Former MySQL leader Mårten Mickos on Thursday urged European Union regulators to approve Oracle's acquisition of Sun Microsystems and its MySQL database group, arguing that further waiting undermines the very competitiveness the EU is trying to protect.
In a letter to Neelie Kroes, the European Commission's commissioner for competition, Mickos said the regulators were correct to question whether Oracle buying Sun and its open-source database software would harm the market.
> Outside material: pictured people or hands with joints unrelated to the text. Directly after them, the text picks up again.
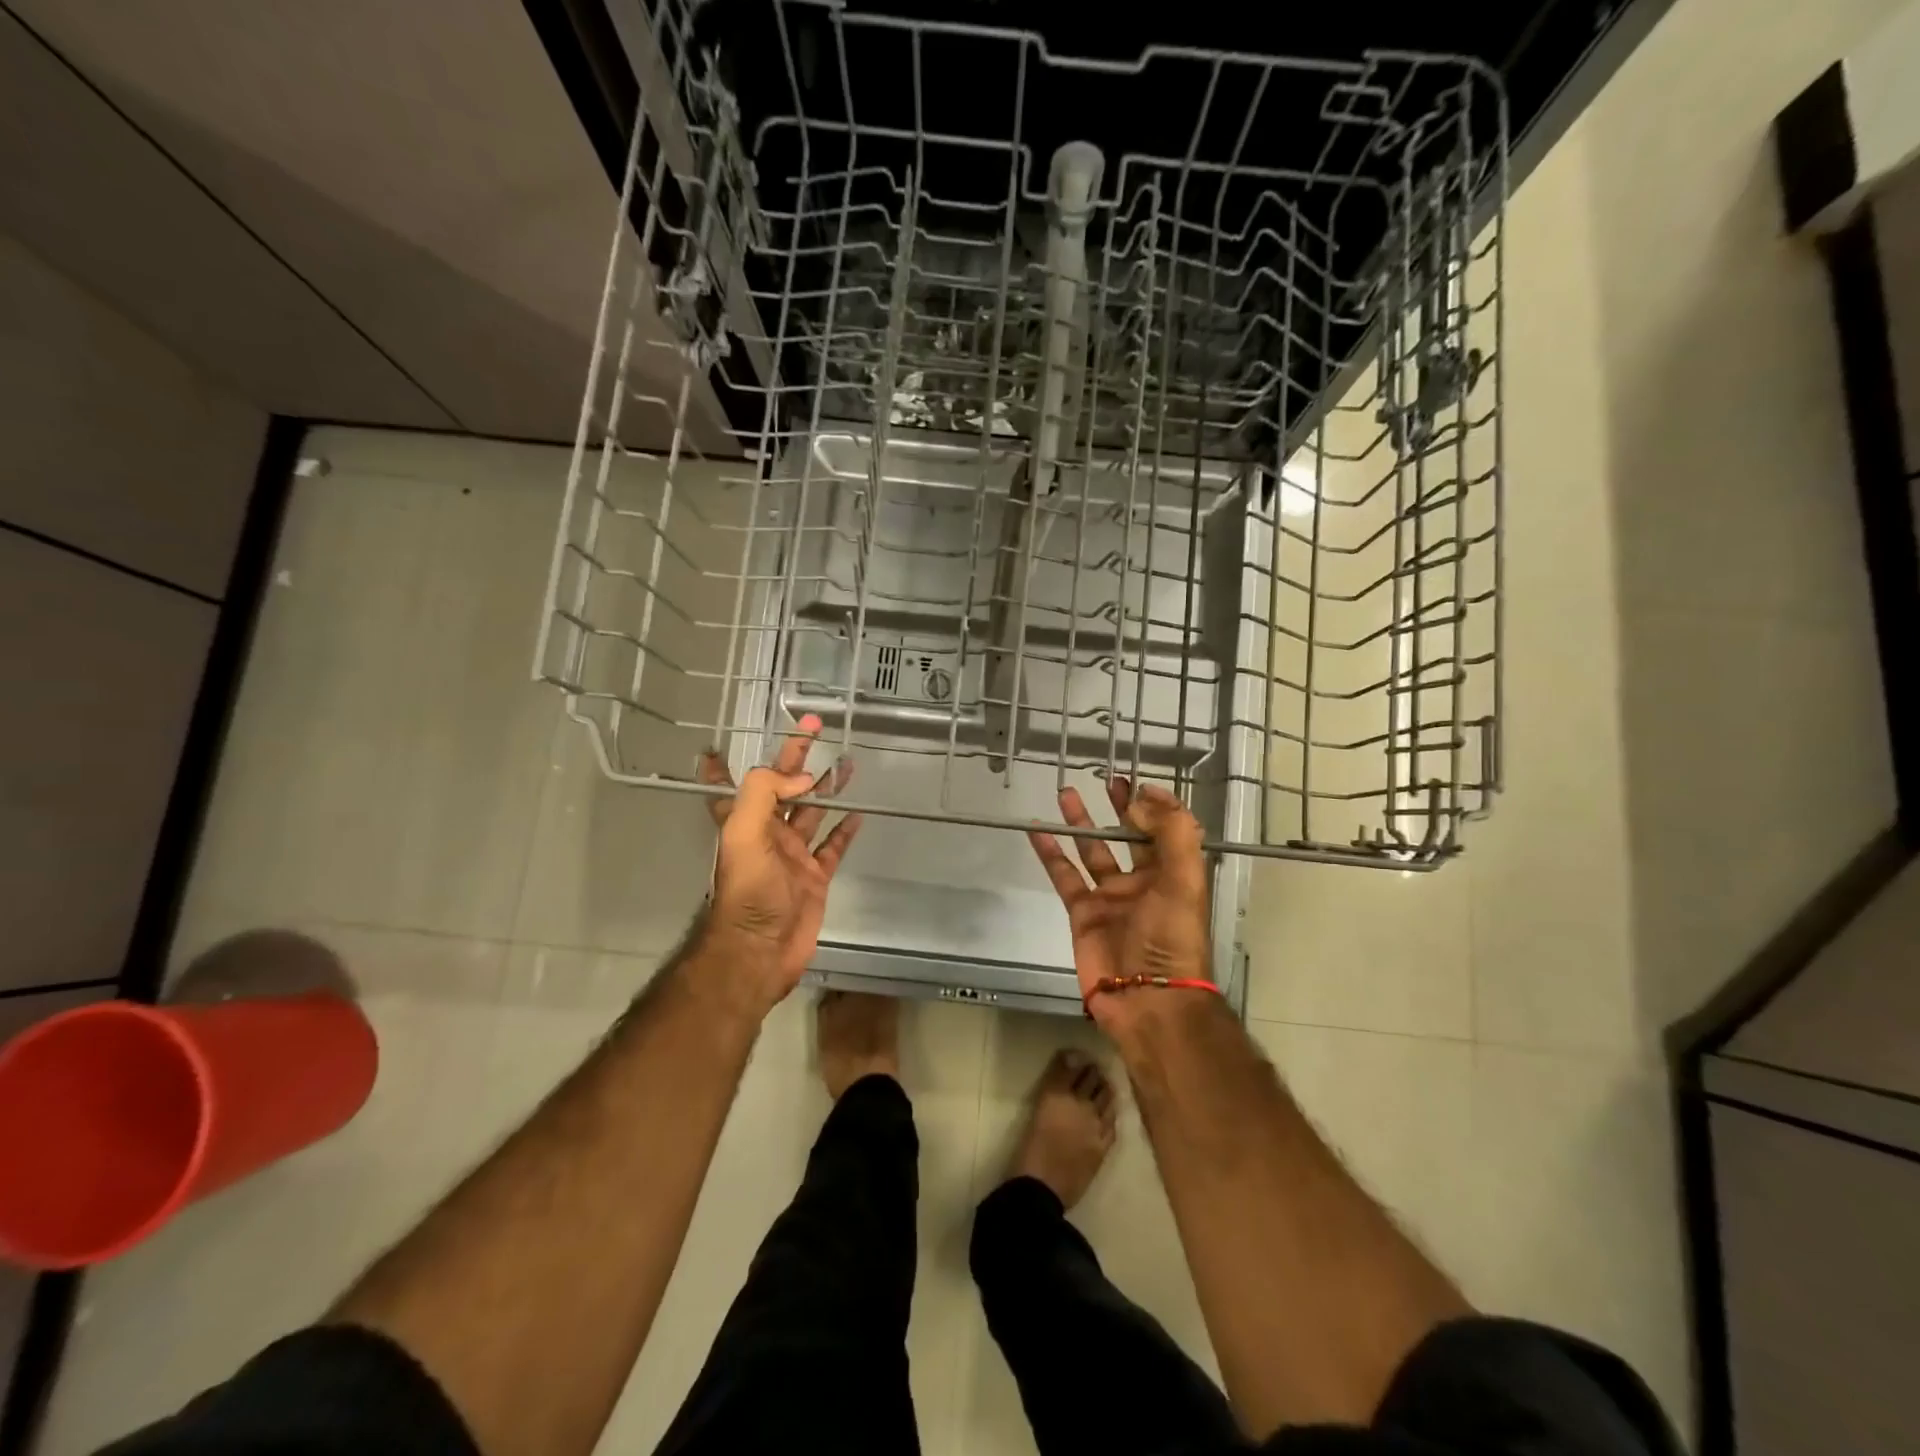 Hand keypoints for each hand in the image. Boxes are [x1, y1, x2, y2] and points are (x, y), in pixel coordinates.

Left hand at [695, 714, 862, 1012]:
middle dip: (795, 757)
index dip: (720, 766)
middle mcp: (767, 833)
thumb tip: (802, 776)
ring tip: (846, 762)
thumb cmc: (749, 889)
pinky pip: (833, 846)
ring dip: (827, 787)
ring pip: (813, 812)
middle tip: (814, 728)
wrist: (762, 947)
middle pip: (782, 787)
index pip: (728, 785)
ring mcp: (793, 855)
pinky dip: (845, 830)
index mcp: (743, 821)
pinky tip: (858, 814)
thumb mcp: (744, 832)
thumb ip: (765, 792)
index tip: (717, 744)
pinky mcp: (815, 876)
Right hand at [1027, 779, 1211, 1035]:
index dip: (1154, 805)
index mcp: (1172, 874)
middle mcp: (1142, 882)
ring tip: (1066, 793)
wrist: (1146, 999)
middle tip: (1107, 780)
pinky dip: (1050, 853)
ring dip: (1080, 823)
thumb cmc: (1171, 938)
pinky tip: (1037, 830)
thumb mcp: (1184, 880)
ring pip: (1092, 850)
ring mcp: (1109, 897)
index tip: (1136, 783)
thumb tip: (1143, 797)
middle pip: (1129, 836)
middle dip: (1119, 808)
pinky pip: (1064, 876)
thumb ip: (1171, 833)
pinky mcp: (1082, 913)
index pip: (1165, 830) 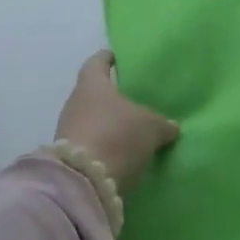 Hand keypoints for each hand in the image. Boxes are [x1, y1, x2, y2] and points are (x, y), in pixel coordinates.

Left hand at [55, 51, 179, 194]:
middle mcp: (75, 102)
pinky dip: (104, 144)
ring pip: (92, 119)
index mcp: (92, 84)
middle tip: (134, 98)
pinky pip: (91, 143)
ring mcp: (68, 130)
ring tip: (132, 129)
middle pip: (93, 93)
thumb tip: (171, 126)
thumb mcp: (151, 127)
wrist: (84, 182)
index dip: (108, 58)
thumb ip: (162, 124)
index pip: (97, 62)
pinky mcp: (70, 156)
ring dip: (108, 123)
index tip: (118, 57)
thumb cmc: (118, 136)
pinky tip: (122, 152)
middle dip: (112, 96)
But Mickos, who ran MySQL from 2001 until 2009, believes that the Oracle acquisition won't hurt competition--and that holding the acquisition up will:
"Every new day of uncertainty is potentially very harmful to the various businesses of Sun, reducing competition in the market. A delay in the closing of this transaction is therefore only going to work against the respectable goal that you set out to achieve when launching the probe into this acquisition," Mickos wrote in the letter. (See this separate post with the full text of Mickos' letter to the EU.)
Mårten Mickos, surrounded by inflatable MySQL dolphin mascots.
(Credit: Benchmark Capital)It's not clear what effect Mickos' letter will have on the regulators, but Mickos knows MySQL's business well, and Oracle can use any help it can get in dealing with the acquisition. The U.S. Department of Justice approved the Sun acquisition in August.
Mickos, now entrepreneur in residence at Benchmark Capital, said in an interview that he no longer has anything financially to gain from the transaction. Instead, he's motivated now by trying to help the employees still at Sun--and moreover, its MySQL unit--urging rational discussion about the matter.
"I couldn't live with the fact that I'm not taking action," Mickos said.
Mickos declined Oracle's advances when MySQL was independent, but he agreed to Sun's acquisition in 2008.
In September, the European Commission said MySQL was at the heart of its investigation of the Sun acquisition:
The Commission's preliminary market investigation has shown that the Oracle databases and Sun's MySQL compete directly in many sectors of the database market and that MySQL is widely expected to represent a greater competitive constraint, as it becomes increasingly functional.
The Commission's investigation has also shown that the open-source nature of Sun's MySQL might not eliminate fully the potential for anticompetitive effects. In its in-depth investigation, the Commission will therefore address a number of issues, including Oracle's incentive to further develop MySQL as an open-source database.
Oracle Chief Executive Larry Ellison said MySQL competes in a different part of the database market than Oracle's existing products and that Oracle has no plans to spin MySQL off into a separate company.
Mickos summarized his argument this way:
1. Oracle has as many compelling business reasons to continue the ramp-up of the MySQL business as Sun Microsystems and MySQL previously did, or even more.
2. Even if Oracle, for whatever reason, would have malicious or ignorant intent regarding MySQL (not that I think so), the positive and massive influence MySQL has on the DBMS market cannot be controlled by a single entity--not even by the owner of the MySQL assets. The users of MySQL exert a more powerful influence in the market than the owner does.
MySQL is used to power large-scale Web sites with many servers, a role for which Oracle's back-end database software isn't suited, he argued. It's therefore in Oracle's interest to boost the MySQL business, Mickos said.
As evidence for his case, Mickos pointed to Oracle's 2005 acquisition of InnoDB, whose database engine software is used within MySQL. "Oracle increased their investment in InnoDB since that time, making MySQL a stronger player in the market," he said.
And perhaps reflecting his new role at a venture capital firm, Mickos concluded with a note about the broader effect of the EU's actions:
"If...it becomes difficult or impossible for large companies to acquire open-source assets, then venture investments in open-source companies will slow down, harming the evolution of and innovation in open source, which would result in decreased competition," he said.